My first poetry teacher told me that all poems are about longing and despair. They are? I asked. He laughed and said, Maybe, but don't take my word for it. You figure it out. I was 17 then, living in the woods of Northern Michigan, and I've been fascinated with poems ever since.
Twenty-five years later, I might whisper to you in secret that I think he's right. I will declare publicly and without hesitation that the poetry I love most is rooted in the fertile territory of longing and despair. This is part of the reason I'm so taken with the poetry of Sandra Lim, the University of Montana's spring semester Hugo visiting writer.
Lim was born in Seoul, Korea, but grew up on the West Coast and attended a string of top-tier institutions (Stanford, the Iowa Writer's Workshop and UC Berkeley). Her poems, however, possess a kind of radical intelligence and emotional wildness that was not born in any classroom. Her first book, Loveliest Grotesque, came out on Kore Press in 2006. The title alone is an indicator of the opposites that collide in Lim's writing.

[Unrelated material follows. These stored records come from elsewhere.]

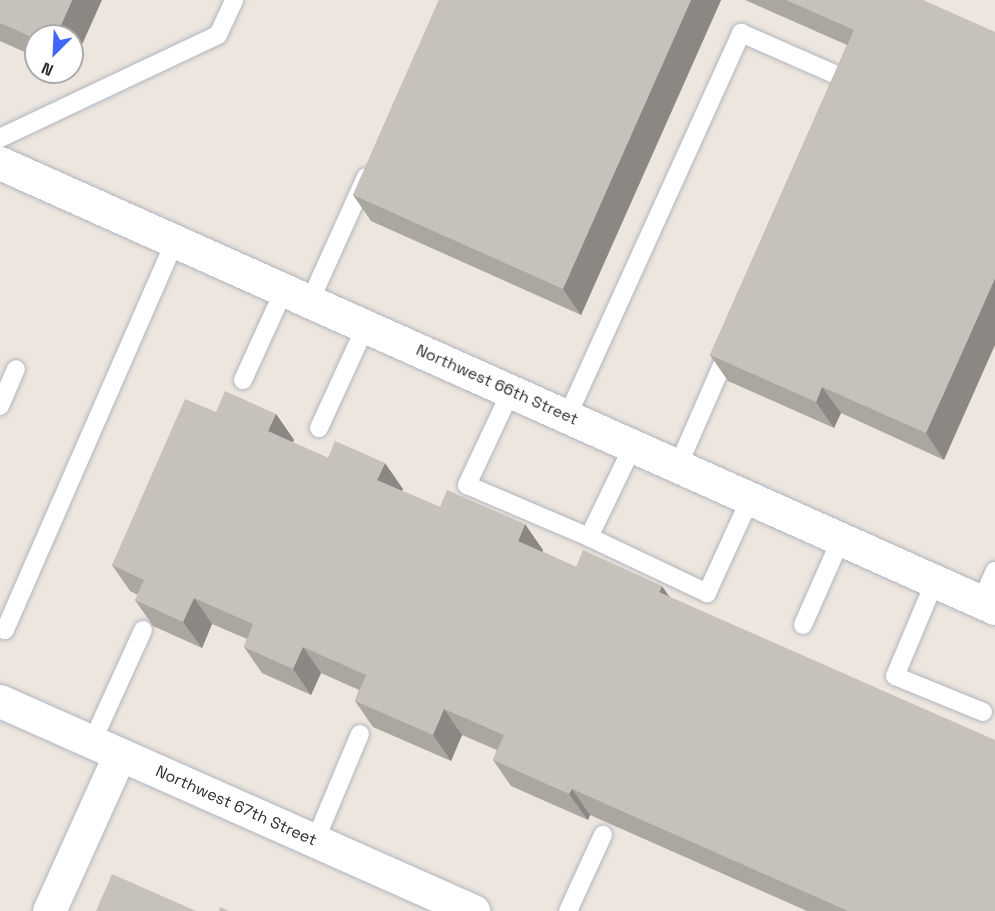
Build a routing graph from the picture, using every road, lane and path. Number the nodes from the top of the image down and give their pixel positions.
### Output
1 (234, 0) edge
2 (837, 100) edge
3 (0, 138) edge
4 (373, 162) edge
5 (0, 163) edge
6 (175, 241) junction
7 (297, 296) junction
8 (366, 326) junction
9 (734, 337) edge
10 (16, 369) dead end
11 (243, 380) dead end
12 (511, 391) junction
13 (0, 406) edge
14 (567, 417) junction
15 (319, 428) dead end
16 (633, 446) junction
17 (678, 466) junction
18 (750, 499) junction
19 (589, 537) junction
20 (841, 539) junction
21 (995, 571) edge
22 (935, 581) junction
23 (988, 605) edge
24 (803, 625) dead end
25 (0, 628) edge
26 (143, 630) edge
27 (0, 701) edge
28 (983, 712) dead end
29 (360, 734) edge
30 (106, 748) junction
31 (603, 835) dead end
32 (315, 841) junction
33 (49, 911) edge
34 (473, 911) edge
35 (568, 911) edge

1 - 3 lane
2 - 14 lane
4 - 7 lane
5 - 6 street, Northwest 66th Street
6 - 7 street, Northwest 66th Street
6 - 25 lane
7 - 8 street, Northwest 66th Street
7 - 11 lane
8 - 12 street, Northwest 66th Street
8 - 15 lane
9 - 17 lane
10 - 13 lane
12 - 14 street, Northwest 66th Street
12 - 19 lane
14 - 16 street, Northwest 66th Street
16 - 17 street, Northwest 66th Street
16 - 19 lane
17 - 18 street, Northwest 66th Street
18 - 19 lane
18 - 20 street, Northwest 66th Street
20 - 22 street, Northwest 66th Street
20 - 24 lane
21 - 23 lane
22 - 23 street, Northwest 66th Street
22 - 28 lane
26 - 30 lane
27 - 30 street, Northwest 67th Street
29 - 32 lane
30 - 32 street, Northwest 67th Street
30 - 33 street
31 - 35 lane
32 - 34 street, Northwest 67th Street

Her poetry contains a kind of magic specific to the form: It takes the shame, fear, remorse and hurt we keep so close that it becomes part of ourselves and holds that tangled mess at arm's length. Lim brings this darkness into the light so that we can regard it with a healthy detachment. She turns dark matter into something lovely. I experienced the kind of relief one might feel after an exorcism as I turned the final page of Lim's second and most recent collection, The Wilderness.
Published by Norton in 2014, The Wilderness feels incredibly timely right now, after a January that has been cold and dark in ways beyond the literal. Most of the collection's poems are built around winter imagery—snow, ice, white as far as a person can see—and the distant notion of a thing called spring. One of the book's epigraphs comes from a character played by Sissy Spacek in the movie Badlands—a national park that has been on my mind in recent days.

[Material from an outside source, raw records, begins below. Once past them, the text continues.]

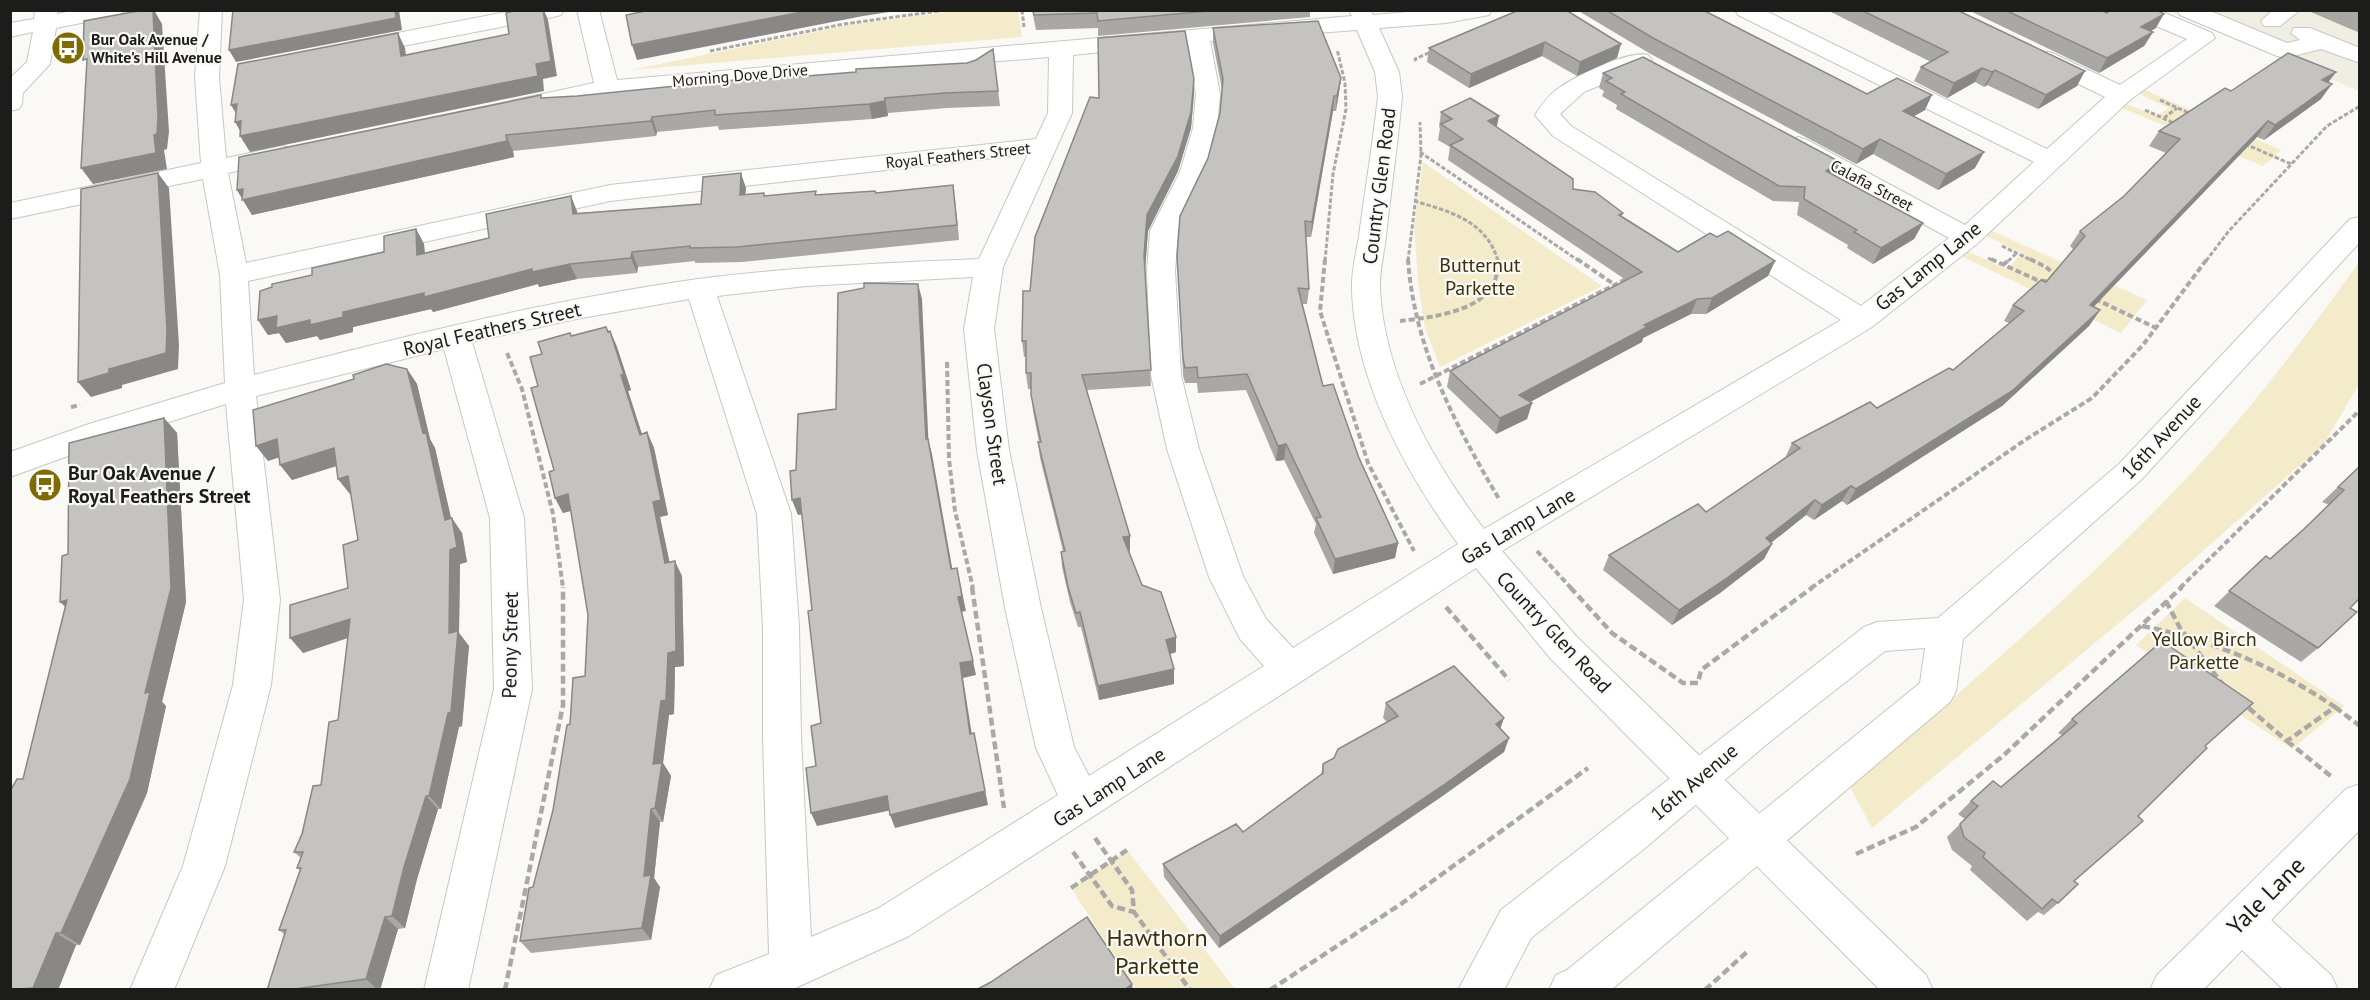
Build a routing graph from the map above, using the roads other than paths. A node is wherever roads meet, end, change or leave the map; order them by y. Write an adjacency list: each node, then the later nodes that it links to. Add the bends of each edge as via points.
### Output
1 (113, 10): 11 (street)
2 (211, 10): 29 (street, via 219,75)
3 (553, 10): 18 (street)
4 (588, 10): 20 (street)
5 (1481, 10): 10 (street, Morning Dove Drive, via 1446,16)
6 (1746, 10): 28 (street)
7 (2138, 10): 22 (street, Gas Lamp Lane, via 2204,39)
8 (2188, 10): 14 (street, via 2285,51)
9 (2271, 15): 14 (street)
10 (1363, 16): 13 (street, Morning Dove Drive); 40 (street, Country Glen Road, via 1387,72 1390,96 1366,289 1374,351 1410,439)
11 (46, 17): 12 (street); 21 (street, via 38,64)
12 (10, 30)
13 (1197, 35): 16 (street, Morning Dove Drive); 42 (street, via 1208,94 1206,128 1193,172 1164,231 1161,271 1166,375 1183,449 1226,577 1253,628)
14 (2323, 42): 19 (street)
15 (1612, 44): 36 (street, via 1650,66 1569,92 1552,105 1547,115 1562,131)
16 (1062, 49): 20 (street, Morning Dove Drive); 26 (street, Clayson Street, via 1060,113)
17 (2027, 50): 22 (street)
18 (334, 53)
19 (2360, 56)
20 (607, 88): 24 (street, Morning Dove Drive)
21 (11, 90): 23 (street)
22 (2120, 97): 28 (street, Gas Lamp Lane)
23 (10, 104)
24 (491, 112)
25 (1773, 132): 32 (street, Calafia Street)
26 (1044, 146): 33 (street, Clayson Street); 34 (street, Royal Feathers Street, via 610,193)
27 (306, 150): 29 (street)
28 (2049, 160): 32 (street, Gas Lamp Lane)
29 (214, 169): 30 (street); 34 (street)
30 (10, 211)
31 (2360, 225): 41 (street, 16th Avenue, via 2130,472)
32 (1963, 242): 36 (street, Gas Lamp Lane)
33 (988, 267): 35 (street, Royal Feathers Street); 45 (street, Clayson Street, via 979,329 993,450 1055,748)
34 (234, 275): 38 (street)
35 (700, 288): 37 (street, Royal Feathers Street, via 612,302); 48 (street, via 774,514 782,627)
36 (1862, 320): 40 (street, Gas Lamp Lane)
37 (455, 336): 38 (street, Royal Feathers Street); 50 (street, Peony Street, via 507,518 513,689)
38 (240, 388): 39 (street, Royal Feathers Street, via 92,433); 49 (street, via 262,600 252,685 204,866)
39 (10, 465)
40 (1478, 549): 42 (street, Gas Lamp Lane); 43 (street, Country Glen Road, via 1563,647)
41 (1946, 632): 43 (street, 16th Avenue, via 1877,638); 46 (street, via 1937,691)
42 (1291, 670): 45 (street, Gas Lamp Lane)
43 (1698, 780): 46 (street, Country Glen Road); 52 (street, 16th Avenue, via 1516,924)
44 (2350, 794): 47 (street, Yale Lane)
45 (1082, 804): 48 (street, Gas Lamp Lane, via 894,922)
46 (1758, 840): 53 (street, via 1579,988); 54 (street, Country Glen Road)
47 (2241, 921): 55 (street, Yale Lane); 56 (street)
48 (791, 968): 51 (street, Gas Lamp Lane)
49 (152, 990)
50 (446, 990)
51 (731, 990)
52 (1480, 990)
53 (1571, 990)
54 (1911, 990)
55 (2172, 990)
56 (2316, 990)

In the poem "The Dark World," Lim writes, "I am terrified because I love the world but which one." Is she narrating the inside of my head? Yes, she is narrating the inside of my head. She nails in a single line the dilemma I've been dragging around all month like a wet wool blanket.
Lim has an uncanny ability to marry opposites like beauty and carnage in a single line, whether she's comparing a cut-up heart to lace, or spring to "a platter of the daintiest cakes." I wasn't surprised to discover that The Wilderness was selected for publication by the Pulitzer Prize-winning poet Louise Glück, who, I would dare to say, writes anthems for longing and despair, anthems built out of dormant irises and Greek gods. Glück has been a favorite of mine since the time, as a teen, I first loved any poems at all. I'm happy that these years later I'm still reading and discovering new favorites, like Lim.
It is, of course, fair to ask why we should embrace difficult feelings like longing and despair. Avoid them, you might say. Down with longing and despair! Here's the thing: These are the feelings that make us human. If we deny them, crush them, or try to bury them like a broken piece of our mother's best china, we risk dulling our capacity for compassion and becoming something less than human (which is a dangerous way to be in the world).
Maya Angelou argues in the closing line of her essay "Graduation," " . . . we survive in exact relationship to the dedication of our poets (include teachers, musicians, and blues singers)." Poetry is a form of spiritual survival, and reading it during dark times can revive one's spirit. This is why sitting down with Lim's intuitive and insightful words on a late winter Sunday is good medicine. Even better? Hearing her read out loud. I'll be there with my human-size portion of longing, despair and this feral sort of thing called hope.
Sandra Lim reads from her poetry at the Dell Brown Room of UM's Turner Hall Fri., Feb. 3, at 7 PM.